But, there are 32 unallocated bits to start with. Moreover, those bit
assignments are not part of any permanent ABI like bits in AT_* values.
They just have to match up between this kernel build and the ld.conf.d
file installed along with it--kernel hackers and kernel packagers have
to coordinate, not kernel hackers and userland hackers.


Thanks,
Roland

2008-07-07 06:23:57

by Benjamin Herrenschmidt

[permalink] [raw]
Subject: Re: [PATCH 1/2] elf loader support for auxvec base platform string

On Sun, 2008-07-06 at 23:18 -0700, Roland McGrath wrote:
>
> Using dsocaps gives you the best of both worlds. You can freely choose
> new strings in the kernel without the ld.so code having to know about
> them (which is not true of AT_PLATFORM, but may be true of how you are
> thinking about "strings are nice"). You do have to map all the
> possibilities that a single kernel build can produce into distinct bits.
> But, there are 32 unallocated bits to start with. Moreover, those bit
> assignments are not part of any permanent ABI like bits in AT_* values.
> They just have to match up between this kernel build and the ld.conf.d
> file installed along with it--kernel hackers and kernel packagers have
> to coordinate, not kernel hackers and userland hackers.

I'm not sure... if ld.conf.d isn't parse of the kernel source tree then
it -will- end in tears...

Ben.

2008-07-07 06:36:09

by Roland McGrath

[permalink] [raw]
Subject: Re: [PATCH 1/2] elf loader support for auxvec base platform string

> I'm not sure... if ld.conf.d isn't parse of the kernel source tree then
> it -will- end in tears...

Of course, you should include the file you want people to install
as part of the kernel source or build. You can copy it into
place in make install or something if you like (convention is to
call it something.conf in /etc/ld.so.conf.d); then run ldconfig.
The x86-xen case has not bothered to include its one-line file as
such, just the comment in arch/x86/vdso/vdso32/note.S telling you
what it is.


Thanks,
Roland

2008-07-07 06:49:19

by Benjamin Herrenschmidt

[permalink] [raw]
Subject: Re: [PATCH 1/2] elf loader support for auxvec base platform string

On Sun, 2008-07-06 at 23:35 -0700, Roland McGrath wrote:
> > I'm not sure... if ld.conf.d isn't parse of the kernel source tree then
> > it -will- end in tears...
>
> Of course, you should include the file you want people to install
> as part of the kernel source or build.
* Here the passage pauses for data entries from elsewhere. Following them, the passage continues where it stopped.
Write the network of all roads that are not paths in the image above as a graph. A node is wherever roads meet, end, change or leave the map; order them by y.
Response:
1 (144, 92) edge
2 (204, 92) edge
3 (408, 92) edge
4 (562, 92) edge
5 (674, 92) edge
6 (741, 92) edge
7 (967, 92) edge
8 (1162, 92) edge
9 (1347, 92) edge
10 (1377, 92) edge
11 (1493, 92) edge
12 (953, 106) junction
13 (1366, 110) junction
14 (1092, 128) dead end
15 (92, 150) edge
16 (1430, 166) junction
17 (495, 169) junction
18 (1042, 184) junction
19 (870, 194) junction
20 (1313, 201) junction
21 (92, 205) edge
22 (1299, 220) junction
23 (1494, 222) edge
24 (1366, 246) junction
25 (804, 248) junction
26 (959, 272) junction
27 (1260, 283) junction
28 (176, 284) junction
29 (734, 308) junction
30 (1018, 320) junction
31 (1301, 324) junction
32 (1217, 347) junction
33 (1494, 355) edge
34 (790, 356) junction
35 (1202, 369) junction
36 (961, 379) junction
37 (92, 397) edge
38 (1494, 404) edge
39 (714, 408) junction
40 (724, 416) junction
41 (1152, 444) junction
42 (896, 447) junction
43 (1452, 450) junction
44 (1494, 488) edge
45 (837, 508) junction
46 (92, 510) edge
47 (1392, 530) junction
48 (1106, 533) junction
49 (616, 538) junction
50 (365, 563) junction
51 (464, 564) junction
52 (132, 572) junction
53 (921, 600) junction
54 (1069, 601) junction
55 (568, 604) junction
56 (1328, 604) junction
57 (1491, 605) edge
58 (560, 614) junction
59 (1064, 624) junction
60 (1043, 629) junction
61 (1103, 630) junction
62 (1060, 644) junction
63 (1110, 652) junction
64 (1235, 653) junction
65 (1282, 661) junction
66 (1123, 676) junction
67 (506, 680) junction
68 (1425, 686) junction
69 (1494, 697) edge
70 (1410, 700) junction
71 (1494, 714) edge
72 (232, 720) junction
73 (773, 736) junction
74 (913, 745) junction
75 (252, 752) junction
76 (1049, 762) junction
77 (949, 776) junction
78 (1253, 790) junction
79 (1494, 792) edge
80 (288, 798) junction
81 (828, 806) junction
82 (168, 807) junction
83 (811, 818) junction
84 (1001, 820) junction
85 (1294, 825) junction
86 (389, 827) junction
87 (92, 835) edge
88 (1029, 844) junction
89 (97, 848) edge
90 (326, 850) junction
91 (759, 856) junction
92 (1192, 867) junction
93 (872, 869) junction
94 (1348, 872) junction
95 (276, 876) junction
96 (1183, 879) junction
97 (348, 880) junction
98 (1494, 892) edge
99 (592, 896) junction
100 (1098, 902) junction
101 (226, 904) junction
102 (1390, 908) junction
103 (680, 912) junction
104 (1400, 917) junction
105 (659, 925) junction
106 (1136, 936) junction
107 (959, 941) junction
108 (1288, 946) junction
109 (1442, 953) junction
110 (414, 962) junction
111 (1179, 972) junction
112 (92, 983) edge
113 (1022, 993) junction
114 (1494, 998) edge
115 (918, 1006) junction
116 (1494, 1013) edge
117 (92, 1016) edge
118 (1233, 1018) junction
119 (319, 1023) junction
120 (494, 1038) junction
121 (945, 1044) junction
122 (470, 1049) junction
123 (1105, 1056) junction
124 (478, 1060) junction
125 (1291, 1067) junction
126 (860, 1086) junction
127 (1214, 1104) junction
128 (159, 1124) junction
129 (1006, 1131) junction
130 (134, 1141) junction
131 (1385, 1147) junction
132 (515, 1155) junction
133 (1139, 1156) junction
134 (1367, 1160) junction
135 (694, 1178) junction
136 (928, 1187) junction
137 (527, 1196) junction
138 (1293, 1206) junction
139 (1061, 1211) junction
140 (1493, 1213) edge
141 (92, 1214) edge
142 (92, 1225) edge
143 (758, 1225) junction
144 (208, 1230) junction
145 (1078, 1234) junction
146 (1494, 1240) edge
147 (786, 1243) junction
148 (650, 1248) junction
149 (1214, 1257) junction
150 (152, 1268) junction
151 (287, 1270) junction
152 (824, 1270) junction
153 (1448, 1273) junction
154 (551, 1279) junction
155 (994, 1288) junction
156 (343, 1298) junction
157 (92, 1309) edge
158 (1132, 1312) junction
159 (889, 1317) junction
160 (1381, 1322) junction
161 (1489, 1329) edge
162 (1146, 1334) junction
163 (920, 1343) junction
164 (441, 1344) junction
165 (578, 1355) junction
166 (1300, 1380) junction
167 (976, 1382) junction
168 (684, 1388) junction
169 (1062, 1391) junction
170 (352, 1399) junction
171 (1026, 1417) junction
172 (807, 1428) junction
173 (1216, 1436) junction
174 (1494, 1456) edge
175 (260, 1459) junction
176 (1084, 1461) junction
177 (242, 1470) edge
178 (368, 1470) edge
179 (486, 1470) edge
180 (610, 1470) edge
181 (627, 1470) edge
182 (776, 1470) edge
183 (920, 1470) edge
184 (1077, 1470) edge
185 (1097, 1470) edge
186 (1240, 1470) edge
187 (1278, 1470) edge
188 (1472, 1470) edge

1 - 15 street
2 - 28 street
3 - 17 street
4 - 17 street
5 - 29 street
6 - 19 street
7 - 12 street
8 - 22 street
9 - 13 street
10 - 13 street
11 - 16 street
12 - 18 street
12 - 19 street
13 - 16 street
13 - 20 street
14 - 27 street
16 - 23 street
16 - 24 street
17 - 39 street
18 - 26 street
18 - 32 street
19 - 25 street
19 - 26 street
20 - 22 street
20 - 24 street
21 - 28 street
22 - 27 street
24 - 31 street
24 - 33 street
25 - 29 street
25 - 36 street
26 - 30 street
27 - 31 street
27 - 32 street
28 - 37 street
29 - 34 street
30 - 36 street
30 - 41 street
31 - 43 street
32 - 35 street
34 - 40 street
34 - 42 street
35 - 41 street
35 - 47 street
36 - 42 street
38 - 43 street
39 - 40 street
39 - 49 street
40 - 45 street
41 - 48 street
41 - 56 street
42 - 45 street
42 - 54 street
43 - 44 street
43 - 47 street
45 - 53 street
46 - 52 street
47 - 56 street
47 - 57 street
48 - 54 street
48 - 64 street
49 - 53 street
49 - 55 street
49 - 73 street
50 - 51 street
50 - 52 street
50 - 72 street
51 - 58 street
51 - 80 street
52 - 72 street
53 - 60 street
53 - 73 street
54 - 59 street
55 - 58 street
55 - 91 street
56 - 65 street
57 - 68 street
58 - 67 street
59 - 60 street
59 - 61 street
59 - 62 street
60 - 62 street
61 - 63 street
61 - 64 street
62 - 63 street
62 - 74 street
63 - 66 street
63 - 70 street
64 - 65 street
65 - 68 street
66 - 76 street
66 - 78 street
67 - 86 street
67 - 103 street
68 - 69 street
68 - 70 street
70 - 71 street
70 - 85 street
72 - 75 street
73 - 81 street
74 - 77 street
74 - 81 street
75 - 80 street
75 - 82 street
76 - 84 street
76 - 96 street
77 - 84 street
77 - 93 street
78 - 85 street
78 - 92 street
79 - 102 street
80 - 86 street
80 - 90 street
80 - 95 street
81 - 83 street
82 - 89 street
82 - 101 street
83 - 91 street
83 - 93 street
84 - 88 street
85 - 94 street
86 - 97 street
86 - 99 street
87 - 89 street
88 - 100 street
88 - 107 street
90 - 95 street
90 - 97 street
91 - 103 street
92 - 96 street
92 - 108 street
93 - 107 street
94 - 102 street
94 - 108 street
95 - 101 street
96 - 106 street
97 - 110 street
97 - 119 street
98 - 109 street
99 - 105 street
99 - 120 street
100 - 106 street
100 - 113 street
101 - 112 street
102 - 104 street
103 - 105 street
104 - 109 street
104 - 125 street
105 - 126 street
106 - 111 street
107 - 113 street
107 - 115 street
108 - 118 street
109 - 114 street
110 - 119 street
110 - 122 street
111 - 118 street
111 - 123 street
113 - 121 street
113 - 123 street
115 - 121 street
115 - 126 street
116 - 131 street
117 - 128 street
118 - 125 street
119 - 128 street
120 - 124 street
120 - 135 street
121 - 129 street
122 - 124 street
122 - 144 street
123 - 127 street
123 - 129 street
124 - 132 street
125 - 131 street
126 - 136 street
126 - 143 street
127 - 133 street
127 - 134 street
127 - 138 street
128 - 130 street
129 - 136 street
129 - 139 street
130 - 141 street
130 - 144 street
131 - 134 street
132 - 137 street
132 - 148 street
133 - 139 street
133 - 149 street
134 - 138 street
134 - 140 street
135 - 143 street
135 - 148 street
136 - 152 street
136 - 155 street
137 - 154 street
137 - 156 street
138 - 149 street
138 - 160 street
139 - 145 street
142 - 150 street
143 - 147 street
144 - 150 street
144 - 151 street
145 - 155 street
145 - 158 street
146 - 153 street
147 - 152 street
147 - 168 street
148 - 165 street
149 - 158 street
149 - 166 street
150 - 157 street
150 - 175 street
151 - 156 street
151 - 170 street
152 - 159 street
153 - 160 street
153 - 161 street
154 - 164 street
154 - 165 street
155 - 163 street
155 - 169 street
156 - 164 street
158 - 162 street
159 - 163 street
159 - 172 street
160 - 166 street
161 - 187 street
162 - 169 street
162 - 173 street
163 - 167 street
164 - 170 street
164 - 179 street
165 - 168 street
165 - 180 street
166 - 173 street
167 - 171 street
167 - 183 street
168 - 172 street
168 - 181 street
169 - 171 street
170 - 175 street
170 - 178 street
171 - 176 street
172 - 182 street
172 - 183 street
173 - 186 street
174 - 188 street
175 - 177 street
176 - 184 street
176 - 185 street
You can copy it into
> place in make install or something if you like (convention is to
> call it something.conf in /etc/ld.so.conf.d); then run ldconfig.
> The x86-xen case has not bothered to include its one-line file as
> such, just the comment in arch/x86/vdso/vdso32/note.S telling you
> what it is.

Nathan, can you discuss that with Steve Munroe and see if he's ok
with such an approach ?

Cheers,
Ben.

2008-07-07 07:50:16

by Andreas Schwab

[permalink] [raw]
Subject: Re: [PATCH 1/2] elf loader support for auxvec base platform string

Roland McGrath <[email protected]> writes:

>> I'm not sure... if ld.conf.d isn't parse of the kernel source tree then
>> it -will- end in tears...
>
> Of course, you should include the file you want people to install
> as part of the kernel source or build. You can copy it into
> place in make install or something if you like (convention is to
> call it something.conf in /etc/ld.so.conf.d); then run ldconfig.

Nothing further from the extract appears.